Similar reversions to two-way traffic at all times are being studied for Reno Road NW, Independence Avenue SE, and Constitution Avenue NE, Schneider said. Like 13th Street, those streets run through residential areas where houses sit close to the sidewalk, and are heavily traveled during rush hours by Maryland car commuters.

Schneider said the change in roles for 13th Street marks the first time a U.S. city has deliberately curtailed an arterial rush hour street because mass transit had been built roughly parallel to it.

But DOT backed off an earlier plan to set aside two of 13th Street's four lanes for parking at all times.

Under the compromise plan that goes into effect Monday, two lanes of traffic will flow southbound during morning rush hour, and one lane northbound. The easternmost lane will be set aside for parking.

During evening rush hour, two northbound lanes and one southbound will be open to traffic. The westernmost lane will be set aside for parking.

At non-rush hours, both the easternmost and westernmost lanes will be parking lanes, and traffic will move along one lane in each direction.

The affected section of 13th Street extends from N Street at Logan Circle north to Fort Stevens Drive NW. At that point, 13th Street feeds into Piney Branch Road, which continues northeast for three blocks to Georgia Avenue.

Since 1953, traffic on 13th Street and the short stretch of Piney Branch Road linking it to Georgia Avenue has moved exclusively southbound from 7 to 9:30 a.m., and exclusively northbound from 4 to 6:30 p.m. Lights are synchronized during the rush hours to keep traffic moving steadily at 30 miles an hour.

According to DOT figures, at the peak of each rush hour, about 3,000 cars an hour use 13th Street, compared with 2,700 on 16th Street and 2,100 on Georgia Avenue, both of which run parallel to 13th Street.

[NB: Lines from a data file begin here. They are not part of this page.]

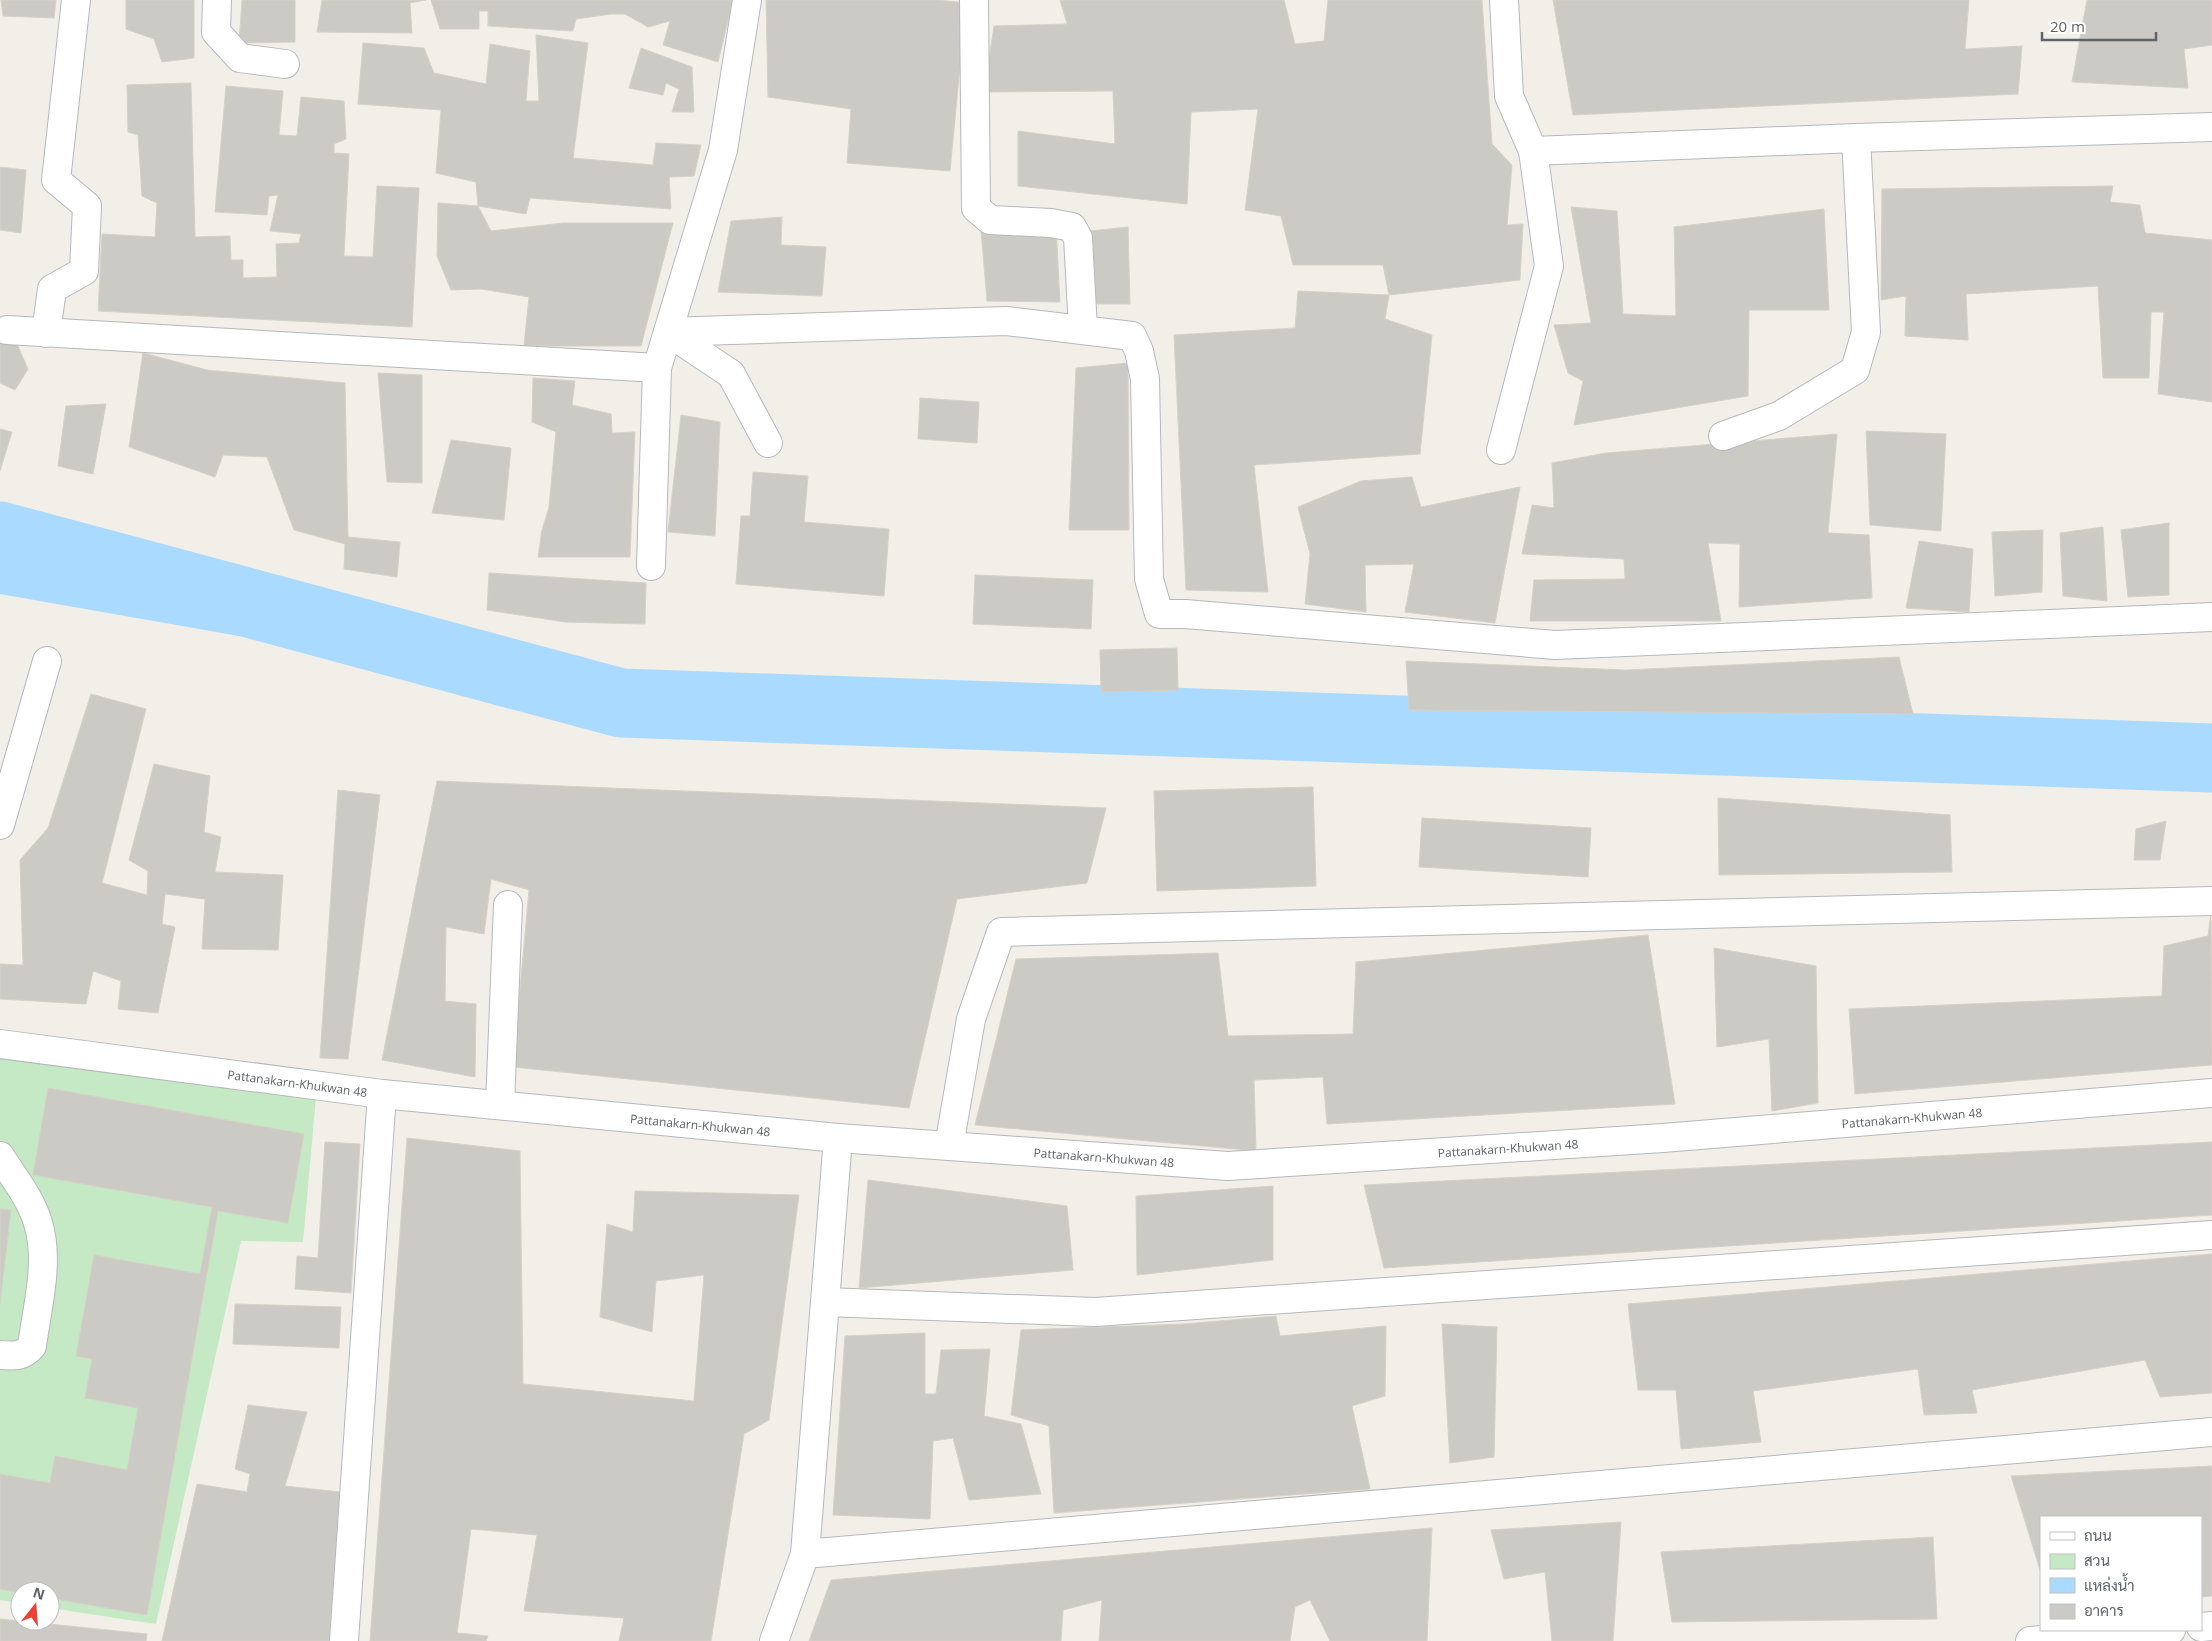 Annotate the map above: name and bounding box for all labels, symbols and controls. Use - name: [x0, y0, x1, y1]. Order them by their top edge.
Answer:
- scale bar: [2042, 10, 2156, 42]
- text: 20 m: [2050, 16, 2085, 36]
- street label: Pattanakarn-Khukwan 48: [227, 1065, 369, 1101]
- street label: Pattanakarn-Khukwan 48: [1841, 1103, 1983, 1132]
- street label: Pattanakarn-Khukwan 48: [629, 1109, 771, 1140]
- street label: Pattanakarn-Khukwan 48: [1437, 1135, 1579, 1161]
- street label: Pattanakarn-Khukwan 48: [1033, 1144, 1175, 1171]
- legend: [2040, 1516, 2202, 1631]
- text: ถนน: [2084, 1525, 2112, 1545]
- text: สวน: [2084, 1550, 2110, 1570]
- text: แหล่งน้ำ: [2084, 1573, 2135, 1595]
- north arrow: [10, 1581, 60, 1631]
- text: N: [31, 1582, 47, 1604]
- text: อาคาร: [2084, 1600, 2124, 1620] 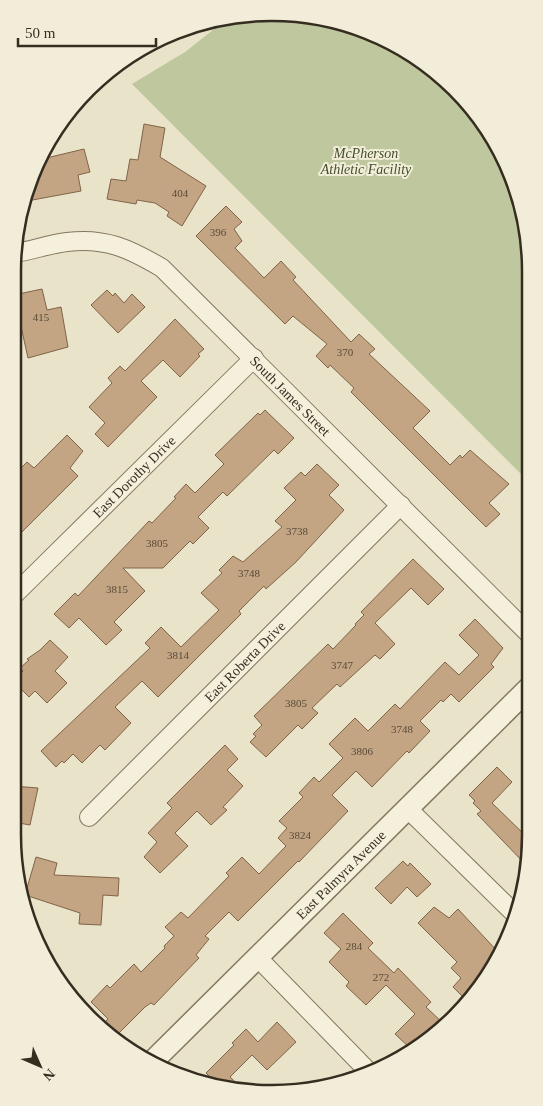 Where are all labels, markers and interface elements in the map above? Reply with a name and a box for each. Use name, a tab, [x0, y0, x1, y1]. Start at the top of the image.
scale bar	[18, 15, 155, 47]
text: 50 m	[25, 25, 56, 41]
park label: McPherson Athletic Facility	[320, 146, 412, 177]
house number: 404	[172, 187, 189, 199]
house number: 396	[210, 226, 227, 238]
house number: 415	[33, 311, 50, 323]
house number: 370	[337, 346, 354, 358]
street label: South James Street	[247, 353, 333, 439]
street label: East Dorothy Drive	[90, 433, 178, 520]
house number: 3738	[286, 525, 309, 537]
house number: 3805	[146, 537, 169, 549]
house number: 3748	[238, 567, 261, 579]
house number: 3815	[106, 583, 129, 595]
street label: East Roberta Drive	[201, 618, 288, 705]
house number: 3814	[167, 649, 190, 661]
house number: 3747	[331, 659, 354, 671]
house number: 3805	[285, 697, 308, 709]
house number: 3748	[391, 723, 414, 735]
house number: 3806	[351, 745, 374, 757]
street label: East Palmyra Avenue	[293, 827, 389, 922]
house number: 3824	[289, 829, 312, 841]
house number: 284	[346, 940, 363, 952]
house number: 272	[373, 971, 389, 983]
north arrow	[15, 1041, 65, 1091]
text: N	[40, 1066, 58, 1084] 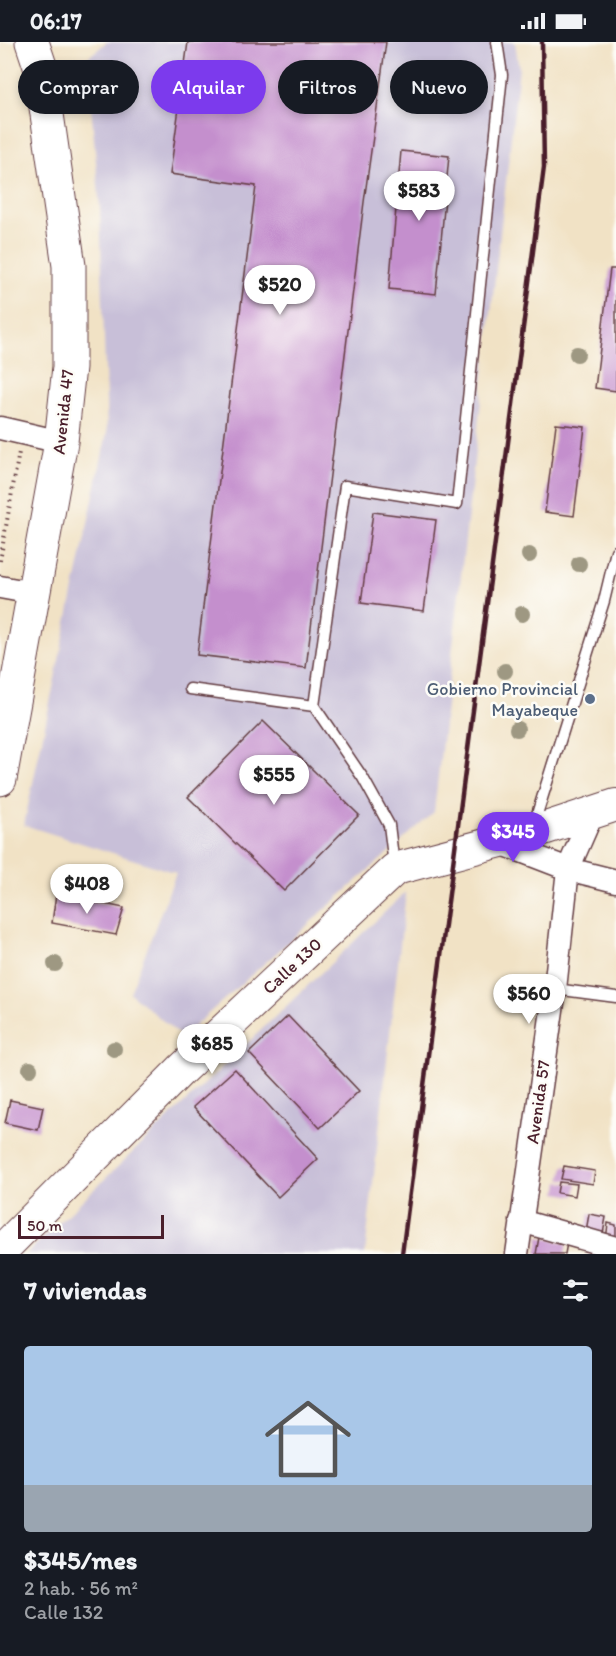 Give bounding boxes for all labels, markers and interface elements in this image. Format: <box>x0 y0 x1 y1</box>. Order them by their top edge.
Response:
text: 06:17 <box>30 8 82 35</box>
chip: Comprar <box>18 60 139 114</box>
chip: Alquilar <box>151 60 266 114</box>
chip: Filtros <box>278 60 378 114</box>
chip: Nuevo <box>390 60 488 114</box>
pin: $583 <box>383 171 455 222</box>
text: $583 <box>398 178 440 202</box>
pin: $520 <box>244 265 316 316</box>
text: $520 <box>258 272 302 296</box>
street label: Avenida 47 <box>48 368 78 456</box>
place label: Gobierno Provincial Mayabeque <box>427 678 578 721</box>
marker: Gobierno Provincial Mayabeque <box>583 692 597 706</box>
pin: $555 <box>238 755 310 806</box>
text: $555 <box>253 762 295 786</box>
pin: $345 <box>477 812 549 863</box>
text: $345 <box>491 819 535 843</box>
pin: $408 <box>51 864 123 915</box>
text: $408 <box>64 871 110 895</box>
street label: Calle 130 <box>258 933 326 999</box>
pin: $560 <box>493 974 565 1025</box>
text: $560 <box>507 981 551 1005</box>
pin: $685 <box>176 1024 248 1075</box>
text: $685 <box>191 1031 233 1055</box>
street label: Avenida 57 <box>521 1059 555 1145</box>
scale bar <box>18 1212 164 1240</box>
text: 50 m <box>27 1216 62 1235</box>
text: 7 viviendas <box>24 1274 147 1306</box>
icon: filters <box>559 1274 592 1307</box>
icon: home <box>254 1385 362 1493</box>
text: $345/mes <box>24 1544 137 1576</box>
text: 2 hab. · 56 m² <box>24 1576 138 1600</box>
text: Calle 132 <box>24 1600 103 1624</box> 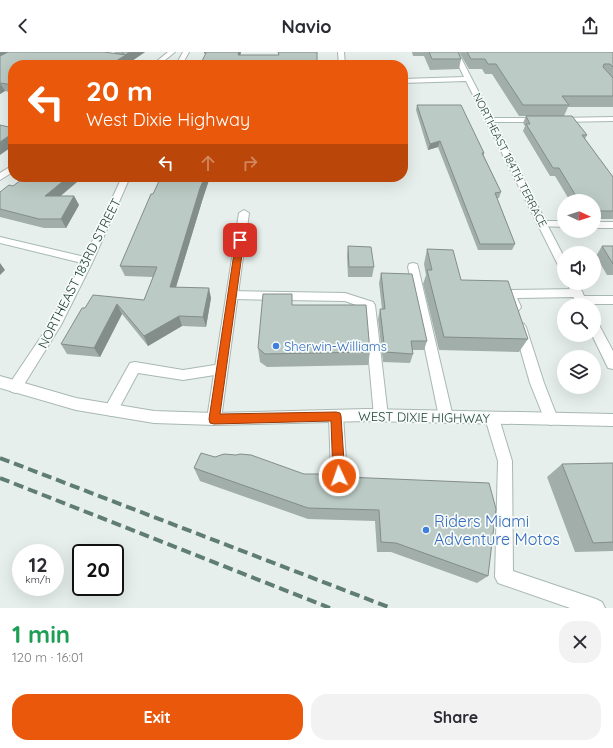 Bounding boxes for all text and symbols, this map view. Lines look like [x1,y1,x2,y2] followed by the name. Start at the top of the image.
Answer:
[12,15,34,37] icon: back
[282,15,331,38] text: Navio
[579,15,601,37] icon: share
[86,73,153,108] text: 20 m
[20,76,72,128] icon: left
[470,90,550,230] street label: NORTHEAST 184TH TERRACE
[86,108,250,131] text: West Dixie Highway
[155,152,177,174] icon: left
[197,152,219,174] icon: ahead
[239,152,261,174] icon: right
[557,194,601,238] north arrow
[557,194,601,394] map controls
[34,195,124,351] street label: NORTHEAST 183RD STREET
[223,223,257,257] pin
[229,229,251,251] icon: arrive
[557,246,601,290] button: sound
[557,298,601,342] button: search
[284,338,387,354] place label: Sherwin-Williams
[271,341,281,351] marker: Sherwin-Williams
[557,350,601,394] button: layers
[358,408,491,426] street label: WEST DIXIE HIGHWAY
[318,455,360,497] position arrow
[434,511,560,549] place label: Riders Miami Adventure Motos
[421,525,431,535] marker: Riders Miami Adventure Motos
[72,544,124,596] speed limit sign: 20
[28,552,48,577] text: 12
[25,573,51,586] text: km/h
[12,619,70,649] text: 1 min
[559,621,601,663] button: close
[12,649,84,665] text: 120 m · 16:01
[12,694,303,740] button: Exit
[311,694,601,740] button: Share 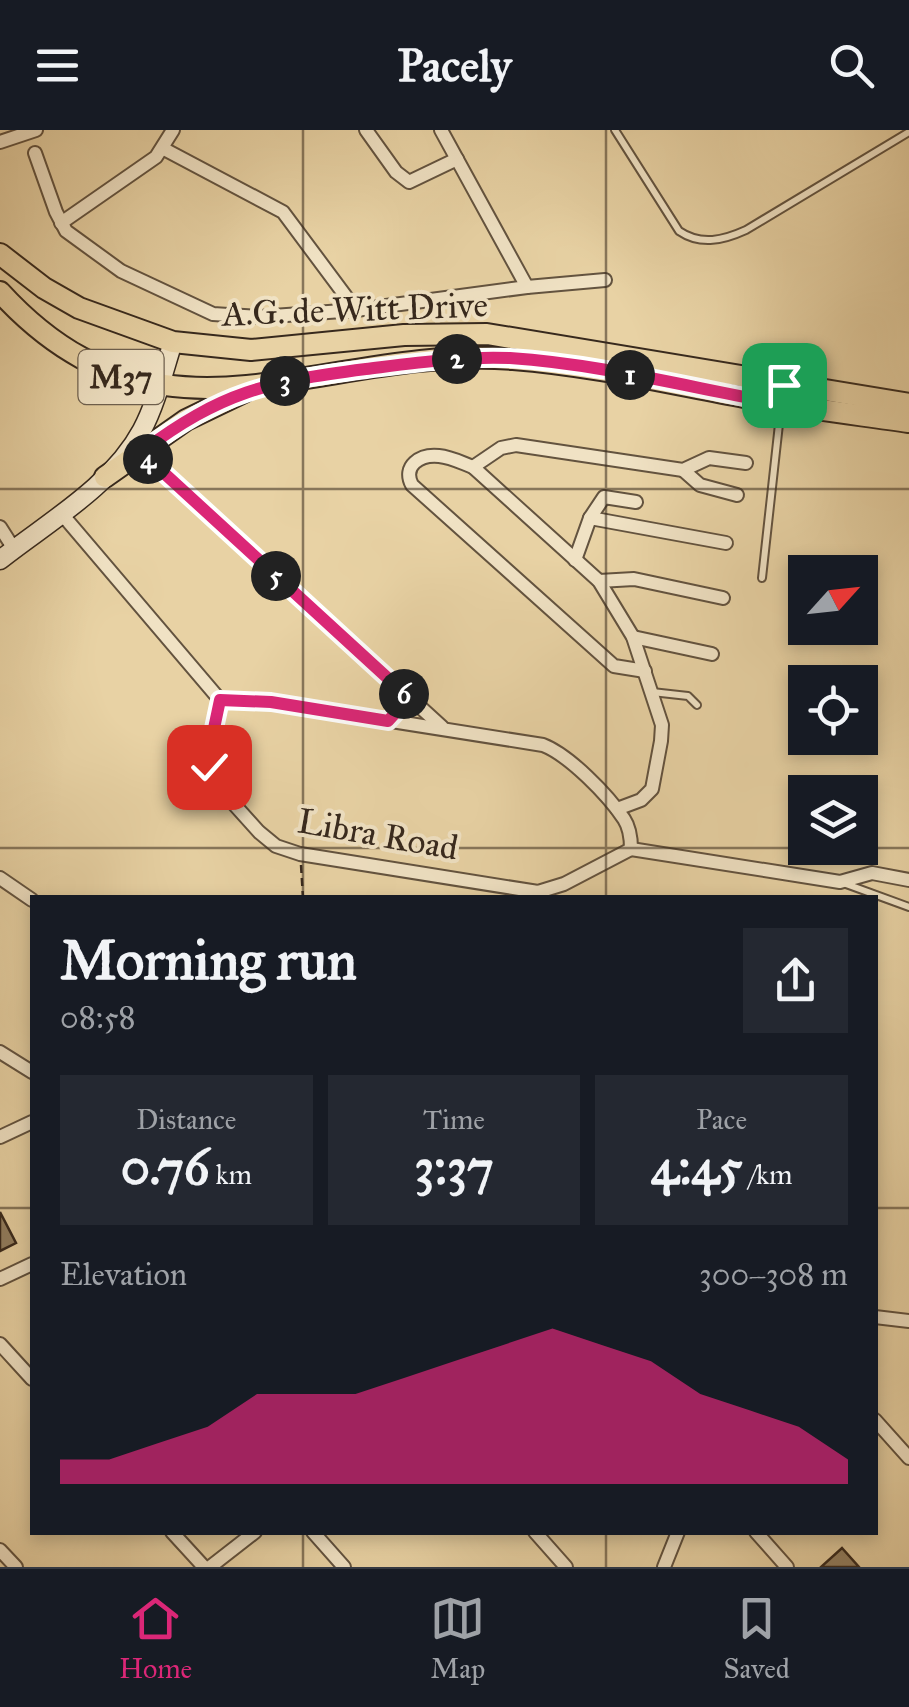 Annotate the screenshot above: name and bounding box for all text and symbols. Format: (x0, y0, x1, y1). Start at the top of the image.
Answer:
icon: menu (30, 38, 85, 93)
text: Pacely (397, 38, 512, 93)
icon: search (824, 38, 879, 93)
street label: A.G. de Witt Drive (219, 283, 489, 336)
pin: 2 (432, 334, 482, 384)
text: 2 (450, 341, 464, 376)
pin (742, 343, 827, 428)
road number: M37 (78, 350, 164, 404)
pin: 1 (605, 350, 655, 400)
pin: 3 (260, 356, 310, 406)
text: 1 (624, 357, 636, 392)
icon: arrive (757, 358, 812, 413)
text: 3 (279, 363, 291, 398)
pin: 4 (123, 434, 173, 484)
text: 4 (140, 441, 156, 476)
pin: 5 (251, 551, 301, 601)
north arrow (788, 555, 878, 645)
map controls (788, 555, 878, 865)
text: 5 (269, 558, 283, 593)
button: locate (788, 665, 878, 755)
pin: 6 (379, 669, 429, 719)
text: 6 (397, 676, 411, 711)
pin (167, 725, 252, 810)
icon: check (182, 740, 237, 795)
button: layers (788, 775, 878, 865)
street label: Libra Road (294, 799, 462, 870)
text: Morning run (60, 927, 357, 994)
button: share (743, 928, 848, 1033)
text: 08:58 (60, 998, 136, 1037)
text: Distance (136, 1102, 237, 1137)
text: Time (423, 1102, 485, 1137)
text: Pace (696, 1102, 747, 1137)
text: 0.76 (121, 1137, 209, 1198)
text: 3:37 (414, 1137, 494, 1198)
text: 4:45 (651, 1137, 742, 1198)
text: km (209, 1157, 252, 1192)
text: /km (742, 1157, 792, 1192)
text: Elevation (60, 1255, 187, 1294)
text: 300–308 m (699, 1255, 848, 1294)
tab: Home (119, 1591, 192, 1686)
tab: Map (430, 1591, 485, 1686)
tab: Saved (723, 1591, 790, 1686)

According to Schneider, one casualty of 13th Street's new configuration will be the lane that has been set aside during rush hours for bicycles only. "With only two lanes in each direction, those'll have to go," Schneider said. "

But according to both residents and commuters, little will be lost. Very few motorist paid attention to bikes-only signs during rush hours, and even fewer bicyclists took advantage of them, residents and commuters said.

A far more troublesome problem for 13th Street residents has been parking, and only slight improvement awaits under the new DOT plan.

At present, cars have to be moved off 13th Street before 7 a.m. to escape ticketing and towing. Under the new system, only half the parked cars will have to be moved in the morning, but the other half will have to be moved in the evening. It will remain impossible to park legally on 13th Street for more than 12 1/2 weekday hours at a time.

In addition, Schneider pledged that his office will be "particularly attentive" to ticketing and towing along 13th Street once the new plan goes into effect.